→ **Your task**:
For each line in the data below that holds "pixels", return a copy.

→ **Excerpted records**:
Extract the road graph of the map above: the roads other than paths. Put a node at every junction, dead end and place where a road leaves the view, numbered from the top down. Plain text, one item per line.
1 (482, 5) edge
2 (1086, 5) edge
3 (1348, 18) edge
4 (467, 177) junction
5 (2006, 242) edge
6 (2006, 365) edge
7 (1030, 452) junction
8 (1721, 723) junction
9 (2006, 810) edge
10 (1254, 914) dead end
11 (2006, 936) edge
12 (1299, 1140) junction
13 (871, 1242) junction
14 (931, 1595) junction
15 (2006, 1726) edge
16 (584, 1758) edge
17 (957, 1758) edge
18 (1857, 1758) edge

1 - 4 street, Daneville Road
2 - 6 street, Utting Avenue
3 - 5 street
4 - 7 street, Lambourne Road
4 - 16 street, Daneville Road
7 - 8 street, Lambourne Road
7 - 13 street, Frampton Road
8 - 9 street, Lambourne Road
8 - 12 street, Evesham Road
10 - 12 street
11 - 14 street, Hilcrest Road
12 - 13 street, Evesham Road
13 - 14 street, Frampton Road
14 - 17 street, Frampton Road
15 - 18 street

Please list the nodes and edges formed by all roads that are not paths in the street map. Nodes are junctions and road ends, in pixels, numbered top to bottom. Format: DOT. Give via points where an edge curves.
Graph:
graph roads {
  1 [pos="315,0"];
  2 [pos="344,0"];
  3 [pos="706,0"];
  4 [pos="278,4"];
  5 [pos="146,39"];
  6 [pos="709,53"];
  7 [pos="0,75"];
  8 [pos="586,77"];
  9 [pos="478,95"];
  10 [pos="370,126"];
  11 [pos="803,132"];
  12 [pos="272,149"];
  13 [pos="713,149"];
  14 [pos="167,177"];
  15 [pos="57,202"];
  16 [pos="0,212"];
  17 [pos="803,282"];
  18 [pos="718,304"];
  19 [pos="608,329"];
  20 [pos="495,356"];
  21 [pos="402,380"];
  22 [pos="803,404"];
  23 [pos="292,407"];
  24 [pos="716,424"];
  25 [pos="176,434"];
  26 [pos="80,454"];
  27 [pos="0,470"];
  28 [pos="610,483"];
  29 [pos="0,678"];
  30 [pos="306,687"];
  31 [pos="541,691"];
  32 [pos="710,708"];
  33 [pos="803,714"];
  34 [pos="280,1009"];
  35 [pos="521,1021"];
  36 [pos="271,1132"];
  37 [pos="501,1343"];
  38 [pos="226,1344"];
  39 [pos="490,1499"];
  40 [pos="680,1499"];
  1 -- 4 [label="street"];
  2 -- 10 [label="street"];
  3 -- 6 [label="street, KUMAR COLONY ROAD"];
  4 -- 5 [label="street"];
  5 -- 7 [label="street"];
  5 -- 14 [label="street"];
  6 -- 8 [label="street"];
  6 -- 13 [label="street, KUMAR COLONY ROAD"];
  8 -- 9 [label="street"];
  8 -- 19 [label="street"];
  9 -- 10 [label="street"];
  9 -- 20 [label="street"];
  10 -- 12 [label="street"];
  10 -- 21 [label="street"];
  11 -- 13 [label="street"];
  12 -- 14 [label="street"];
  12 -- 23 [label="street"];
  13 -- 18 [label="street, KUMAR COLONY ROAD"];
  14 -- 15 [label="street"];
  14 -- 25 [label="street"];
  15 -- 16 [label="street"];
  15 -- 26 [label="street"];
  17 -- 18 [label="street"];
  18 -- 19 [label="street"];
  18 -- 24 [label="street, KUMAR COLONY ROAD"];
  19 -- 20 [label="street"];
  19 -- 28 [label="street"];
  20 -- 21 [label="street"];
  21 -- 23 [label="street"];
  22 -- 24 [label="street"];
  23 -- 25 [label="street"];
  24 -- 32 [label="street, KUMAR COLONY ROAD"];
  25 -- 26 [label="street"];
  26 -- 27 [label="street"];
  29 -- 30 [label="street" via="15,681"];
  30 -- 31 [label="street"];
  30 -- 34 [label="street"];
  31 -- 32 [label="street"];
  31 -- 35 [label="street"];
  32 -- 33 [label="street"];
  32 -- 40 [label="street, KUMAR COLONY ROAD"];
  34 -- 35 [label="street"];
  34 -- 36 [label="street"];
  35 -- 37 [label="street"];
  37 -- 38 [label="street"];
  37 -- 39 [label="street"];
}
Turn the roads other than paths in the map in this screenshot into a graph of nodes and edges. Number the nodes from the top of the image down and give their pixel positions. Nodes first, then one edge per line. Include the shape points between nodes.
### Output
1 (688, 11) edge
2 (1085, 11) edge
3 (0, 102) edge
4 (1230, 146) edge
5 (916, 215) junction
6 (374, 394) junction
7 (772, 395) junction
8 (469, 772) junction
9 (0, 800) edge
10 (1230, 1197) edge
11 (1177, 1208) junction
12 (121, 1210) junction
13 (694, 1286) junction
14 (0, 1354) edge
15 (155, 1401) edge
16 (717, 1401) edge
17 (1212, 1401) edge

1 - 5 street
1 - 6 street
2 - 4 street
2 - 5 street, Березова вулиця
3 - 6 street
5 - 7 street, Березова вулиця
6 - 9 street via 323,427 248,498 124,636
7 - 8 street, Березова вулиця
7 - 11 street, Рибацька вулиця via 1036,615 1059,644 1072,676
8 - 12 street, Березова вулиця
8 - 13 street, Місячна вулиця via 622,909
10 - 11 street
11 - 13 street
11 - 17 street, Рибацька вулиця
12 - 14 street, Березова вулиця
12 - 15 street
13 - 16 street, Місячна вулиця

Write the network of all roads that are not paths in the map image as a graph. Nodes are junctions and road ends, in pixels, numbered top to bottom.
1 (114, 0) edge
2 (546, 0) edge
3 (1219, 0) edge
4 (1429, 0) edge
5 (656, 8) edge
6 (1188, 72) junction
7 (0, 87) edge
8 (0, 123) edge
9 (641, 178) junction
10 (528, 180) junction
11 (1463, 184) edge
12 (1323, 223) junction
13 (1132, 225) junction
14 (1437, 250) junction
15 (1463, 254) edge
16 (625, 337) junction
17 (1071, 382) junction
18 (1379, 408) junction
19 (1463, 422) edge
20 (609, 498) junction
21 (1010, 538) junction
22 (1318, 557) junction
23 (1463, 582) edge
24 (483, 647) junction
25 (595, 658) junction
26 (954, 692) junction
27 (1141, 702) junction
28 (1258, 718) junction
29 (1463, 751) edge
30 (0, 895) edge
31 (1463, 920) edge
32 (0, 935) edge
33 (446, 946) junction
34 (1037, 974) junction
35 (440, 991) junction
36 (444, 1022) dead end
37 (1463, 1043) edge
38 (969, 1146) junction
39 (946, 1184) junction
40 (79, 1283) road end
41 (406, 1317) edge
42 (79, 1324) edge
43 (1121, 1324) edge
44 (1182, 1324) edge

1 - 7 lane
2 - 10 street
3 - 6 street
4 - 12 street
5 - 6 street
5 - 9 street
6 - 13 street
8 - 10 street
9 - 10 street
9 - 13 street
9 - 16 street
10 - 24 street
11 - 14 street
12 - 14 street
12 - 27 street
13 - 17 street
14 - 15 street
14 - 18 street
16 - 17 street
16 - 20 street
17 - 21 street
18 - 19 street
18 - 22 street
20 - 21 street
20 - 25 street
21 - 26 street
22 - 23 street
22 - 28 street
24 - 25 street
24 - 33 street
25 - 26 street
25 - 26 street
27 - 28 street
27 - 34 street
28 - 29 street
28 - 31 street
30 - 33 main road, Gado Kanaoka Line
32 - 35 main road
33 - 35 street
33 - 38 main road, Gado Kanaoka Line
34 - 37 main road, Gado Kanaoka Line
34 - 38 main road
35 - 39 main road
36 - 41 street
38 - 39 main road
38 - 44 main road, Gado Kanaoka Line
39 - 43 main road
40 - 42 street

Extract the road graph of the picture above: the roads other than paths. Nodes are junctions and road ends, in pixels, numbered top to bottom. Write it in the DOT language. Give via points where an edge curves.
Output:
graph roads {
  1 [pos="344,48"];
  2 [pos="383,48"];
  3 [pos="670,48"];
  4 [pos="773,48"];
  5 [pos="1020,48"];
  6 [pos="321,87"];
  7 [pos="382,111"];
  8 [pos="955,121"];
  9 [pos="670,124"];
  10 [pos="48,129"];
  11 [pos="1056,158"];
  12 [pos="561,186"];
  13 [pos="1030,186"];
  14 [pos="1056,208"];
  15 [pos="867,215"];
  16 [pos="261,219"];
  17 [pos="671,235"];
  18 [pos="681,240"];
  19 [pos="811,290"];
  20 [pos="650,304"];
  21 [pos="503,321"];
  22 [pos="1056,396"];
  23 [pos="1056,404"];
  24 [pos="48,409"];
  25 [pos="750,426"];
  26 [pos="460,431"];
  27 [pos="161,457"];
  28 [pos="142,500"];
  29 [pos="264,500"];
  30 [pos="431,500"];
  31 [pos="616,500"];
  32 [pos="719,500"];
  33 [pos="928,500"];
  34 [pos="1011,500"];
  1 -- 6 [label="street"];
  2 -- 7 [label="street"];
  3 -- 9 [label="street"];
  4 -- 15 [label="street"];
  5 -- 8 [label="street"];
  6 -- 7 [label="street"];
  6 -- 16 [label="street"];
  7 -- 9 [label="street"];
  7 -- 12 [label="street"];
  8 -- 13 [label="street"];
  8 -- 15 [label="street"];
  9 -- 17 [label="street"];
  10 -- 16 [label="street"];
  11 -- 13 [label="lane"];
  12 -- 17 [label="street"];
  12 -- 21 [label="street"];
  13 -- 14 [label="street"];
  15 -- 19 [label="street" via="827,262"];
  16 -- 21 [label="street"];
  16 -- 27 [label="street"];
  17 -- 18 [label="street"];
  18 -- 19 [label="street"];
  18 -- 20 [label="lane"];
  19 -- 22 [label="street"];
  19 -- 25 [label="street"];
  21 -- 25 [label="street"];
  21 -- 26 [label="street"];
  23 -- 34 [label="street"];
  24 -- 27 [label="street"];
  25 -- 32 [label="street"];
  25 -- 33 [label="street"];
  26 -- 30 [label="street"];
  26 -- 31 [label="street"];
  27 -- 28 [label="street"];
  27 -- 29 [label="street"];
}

→ **Task output**:
Please list the nodes and edges formed by all roads that are not paths in the street map. Nodes are junctions and road ends, in pixels, numbered top to bottom. Format: DOT. Give via points where an edge curves.
Write the network of all roads that are not paths in the map image as a graph. Nodes are junctions and road ends, in pixels, numbered top to bottom.
Extract the road graph of the picture above: the roads other than paths. Nodes are junctions and road ends, in pixels, numbered top to bottom. Write it in the DOT language. Give via points where an edge curves.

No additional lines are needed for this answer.